R Notebook

Calculating anomaly and trend with sea ice thickness time series

In this exercise, we will use the sea ice thickness data in the Arctic region, available through the PolarWatch data server, to study changes in monthly average sea ice thickness values. We will calculate both the long-term trend at each location as well as estimate a changing seasonal.

The exercise demonstrates the following techniques:

  • Downloading, as a netcdf file, twice daily sea ice thickness data for a region sdelected at random for the years 1982 to late 2024.
  • Calculating a monthly mean from the twice-daily data.
  • Calculating the trend and changing seasonal of monthly sea ice thickness means using state-space models
  • Visualizing the result of the state-space analysis.

Getting the data

First we will load the packages that will be used:

#load needed libraries
library(dplyr)
library(ggplot2)
library(lubridate)
library(KFAS)
library(ncdf4)
library(tidyr)

Next the script to download the data (it is advised not to run this because it can take a long time to download and can fail - the resulting file is included), the region selected in projected coordinates was chosen arbitarily:

download_url <- "https://polarwatch.noaa.gov/erddap/griddap/ncei_polarAPPX20_nhem.nc?cdr_sea_ice_thickness[(1982-10-31T14:00:00Z):1:(2024-10-31T14:00:00Z)][(-388546.6):1:(338411.6)][(-438681.7):1:(338411.6)]"
download.file(download_url,  "ncei_polar.nc", 'wb')

The next step is to read in the netcdf file:

root <- nc_open('data/ncei_polar.nc')
time <- ncvar_get(root, 'time')
rows <- ncvar_get(root, 'rows')
columns <- ncvar_get(root, 'columns')
ice_thick <- ncvar_get(root, 'cdr_sea_ice_thickness')
nc_close(root)

“time” needs to be converted to an ‘R’ time, and then year and month extracted:

time <- as.POSIXlt(time, origin = '1970-01-01', tz = "GMT")
years <- year(time)
uniqueYears <- unique(years)
months <- month(time)

One solution to calculate the mean time series is to “melt” the data to long form, and then use functions like ‘apply()’ or ‘tapply()’ or any of the appropriate “tidyverse” functions to calculate the mean value for each month.

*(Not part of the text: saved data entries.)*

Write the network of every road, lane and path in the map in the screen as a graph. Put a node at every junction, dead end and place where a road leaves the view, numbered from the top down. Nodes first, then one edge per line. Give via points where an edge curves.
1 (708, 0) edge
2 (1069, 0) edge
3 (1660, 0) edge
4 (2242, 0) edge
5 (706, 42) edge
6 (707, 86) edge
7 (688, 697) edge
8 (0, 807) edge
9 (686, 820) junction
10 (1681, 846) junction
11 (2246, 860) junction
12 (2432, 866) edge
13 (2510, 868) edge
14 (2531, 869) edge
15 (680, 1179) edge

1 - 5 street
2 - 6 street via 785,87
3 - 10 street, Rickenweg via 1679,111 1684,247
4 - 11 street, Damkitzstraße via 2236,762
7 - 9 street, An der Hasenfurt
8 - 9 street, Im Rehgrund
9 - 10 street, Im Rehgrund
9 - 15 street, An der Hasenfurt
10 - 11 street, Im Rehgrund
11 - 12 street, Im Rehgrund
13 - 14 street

Code below shows how to “melt” the data, but we will not do so because as you will find out you will quickly run out of memory and likely crash your R.

out <- list(year = years, month = months, rows = rows,  columns = columns)
df <- as.data.frame(as.vector(ice_thick))
meta  <- expand.grid(out, stringsAsFactors = FALSE)
alldf <-  cbind(meta, df)

A simpler, less elegant but more straightforward method (and easier to debug) is to use loops:

no_years <- length(unique(years))
month_avg <- array(NA, dim = c(length(rows), length(columns), 12, no_years))
for (myMonth in 1:12){
  for (yearCount in 1:length(uniqueYears)){
    myYear <- uniqueYears[yearCount]
    data_point <- which((months == myMonth) & (years == myYear))
    temp_data <- ice_thick[, , data_point]
    month_avg[, , myMonth, yearCount] <- apply(temp_data, c(1, 2), function(x) mean(x, na.rm = TRUE))
  }
}
# re-from array to be a time-series at each point
month_avg_series <- array(month_avg, dim = c(length(rows), length(columns), 12*length(uniqueYears)))
#  remove the last two months of 2024 which are missing
month_avg_series <- month_avg_series[, , 1:514]
# create a date-time object to be used with plotting and other functions
date_time <- seq.Date(from = as.Date("1982-01-01"), to = as.Date("2024-10-01"), by = "month")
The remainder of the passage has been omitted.